Wichtig ist zunächst die Erkenntnis, dass Sie nie ein glückliches und entspanntes Leben führen werden, wenn Sie in der negativen Perfektionismusfalle gefangen sind. Die folgenden 7 Schritte helfen Ihnen aus dieser auszusteigen:
- Sie dürfen zunächst die Entscheidung treffen, dass sie eine Veränderung herbeiführen wollen, auch wenn es ggf. am Anfang ungewohnt und gar nicht so einfach wird. Das klingt banal. Aber jede Veränderung kostet Energie. So könnte es unter Umständen schwieriger als erwartet werden aus dem alten Muster auszubrechen, welches Sie wahrscheinlich schon über Jahrzehnte kennen und vielleicht sogar schätzen gelernt haben.
- Lernen Sie Schritt für Schritt einen liebevollen Umgang mit sich selbst. Dazu gehört in erster Linie, dass Sie aufhören sich selbst für Fehler „runterzuziehen“. Es ist ok, Fehler zu machen und Sie müssen auch nicht alles beherrschen. Sehen Sie Ihre Selbstzweifel eher als Chance etwas Neues zu lernen und daran zu wachsen.
- Hören Sie auf, sich mit anderen zu vergleichen. Vergleichen macht unglücklich und dabei können Sie nur verlieren. Und: In der Regel vergleichen wir uns nicht mit all den Menschen in unserem Umfeld, die weniger erfolgreich sind, die gerade erst angefangen haben mit dem, was sie machen etc., sondern eher mit den Menschen, die vielleicht schon lange da sind, wo wir hin möchten. Wenn Sie nicht anders können, dann vergleichen Sie sich mit Ihrem alten Ich von vor einem Jahr und schauen Sie, was Sie in diesem Jahr alles dazu gelernt haben.
- Geben Sie sich selbst die Anerkennung, die Sie brauchen. Dann brauchen Sie sie nicht weiter im Außen zu suchen.
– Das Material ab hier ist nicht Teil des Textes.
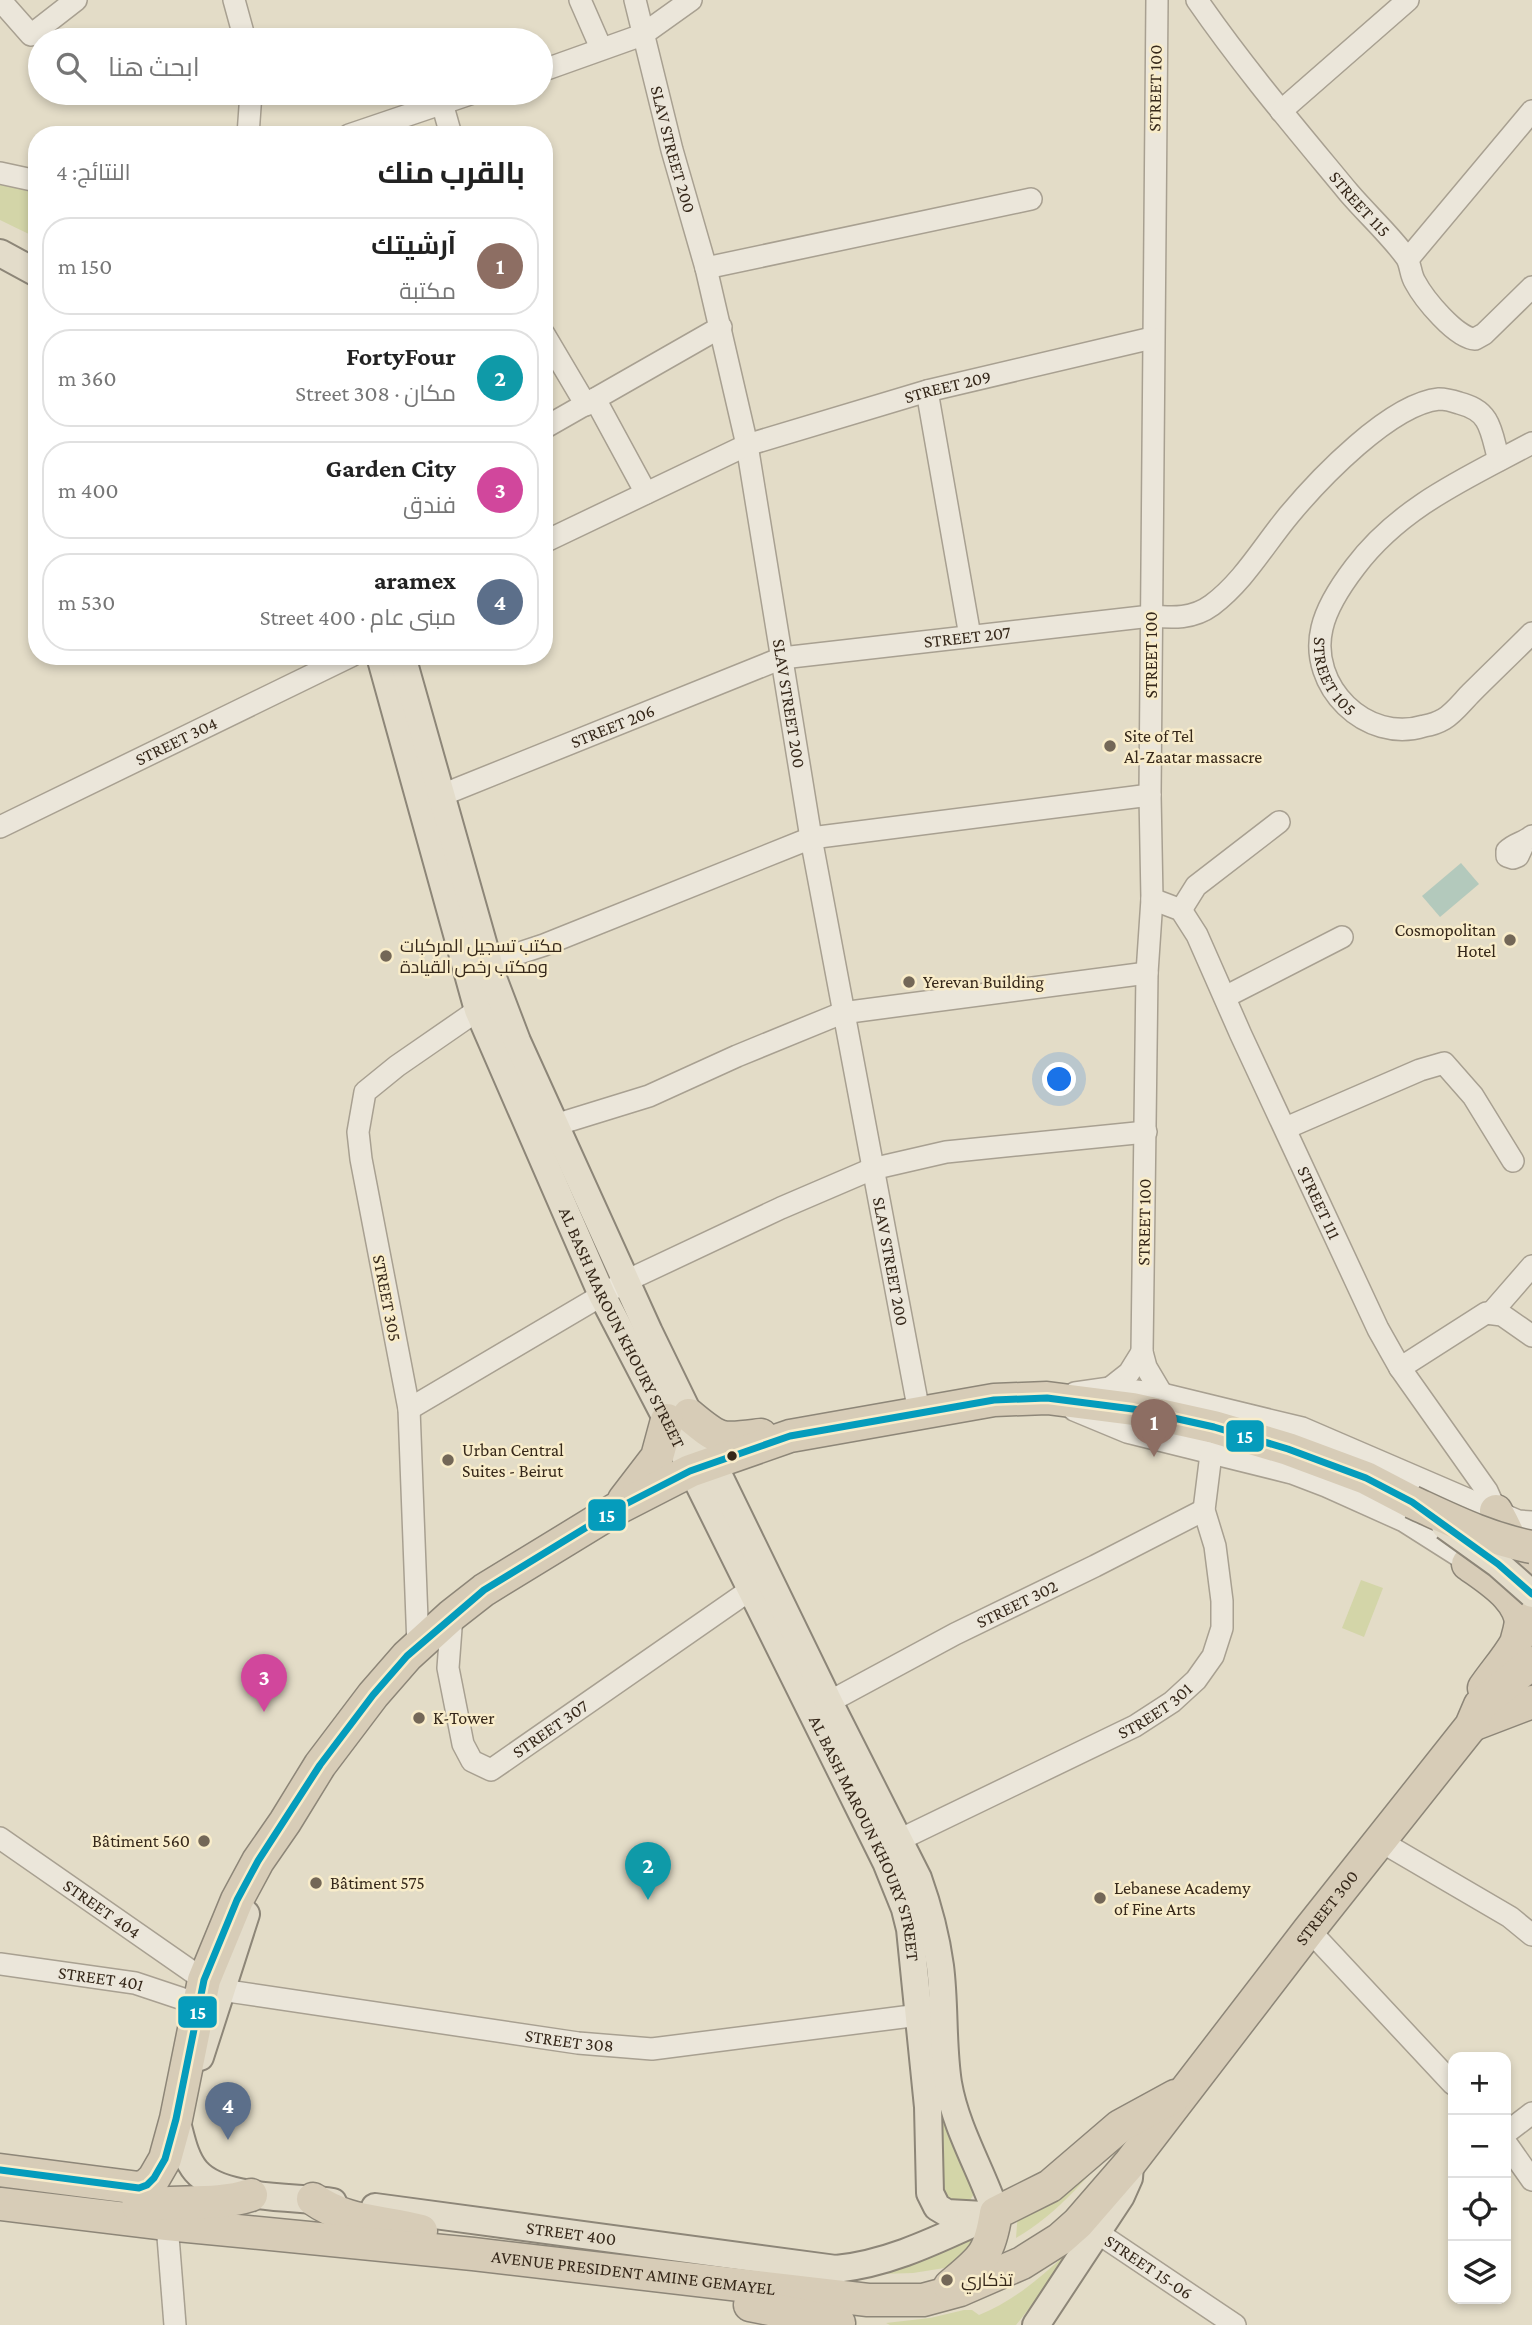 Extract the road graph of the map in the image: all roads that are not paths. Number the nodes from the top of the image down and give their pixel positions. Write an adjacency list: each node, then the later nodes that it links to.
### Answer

Erkennen Sie sich selbst für Ihre Erfolge an, egal wie klein sie Ihnen anfangs vielleicht auch erscheinen. Seien Sie stolz auf alles, was sie leisten und bereits geleistet haben. Und sprechen Sie mit sich selbst wie mit Ihre/m besten Freund/in. Wenn Ihnen das schwer fällt, stellen Sie sich doch mal 2 Wochen jeden Tag vor den Spiegel und sagen sich selbst, was Sie heute wieder besonders gut gemacht haben.
- Lernen Sie mit Kritik umzugehen. Egal wie perfekt Sie auch sind, es wird dennoch Menschen geben, die etwas an Ihnen oder Ihrer Leistung auszusetzen haben. Sie können es nicht allen recht machen und wenn doch werden Sie sich selbst verbiegen und nicht mehr authentisch ihre eigenen Ziele verfolgen. Sie werden zum Fähnchen im Wind ohne Rückgrat und Durchsetzungsfähigkeit. Und das sollte eher nicht das Ziel sein.
- Versuchen Sie weniger zu zerdenken und dafür mehr einfach zu machen. Dann ist es wahrscheinlich nicht perfekt, aber durch das Machen werden Sie immer weiter dazu lernen und im Endeffekt schneller Ihr Potenzial erhöhen, als wenn Sie jeden Schritt zunächst in der Theorie perfektioniert haben.
- Holen Sie sich Hilfe. Wenn Sie merken, dass der Perfektionismus für Sie zur Belastung wird und sie selbst den Absprung nicht schaffen, sprechen Sie mit einem Coach oder Therapeuten. Vor allem, wenn Sie bereits starke negative Auswirkungen wahrnehmen, sollten Sie diesen Schritt unbedingt machen. Sie müssen nicht alles alleine schaffen und es ist ein Zeichen von Größe um Hilfe bitten zu können.
Probieren Sie die Schritte gerne in der Reihenfolge aus und stellen Sie sich vor, wie entspannt Ihr Leben sein wird, wenn Sie Ihren Perfektionismus ab sofort loslassen und anstatt dessen mehr Leichtigkeit und Lebensfreude einladen.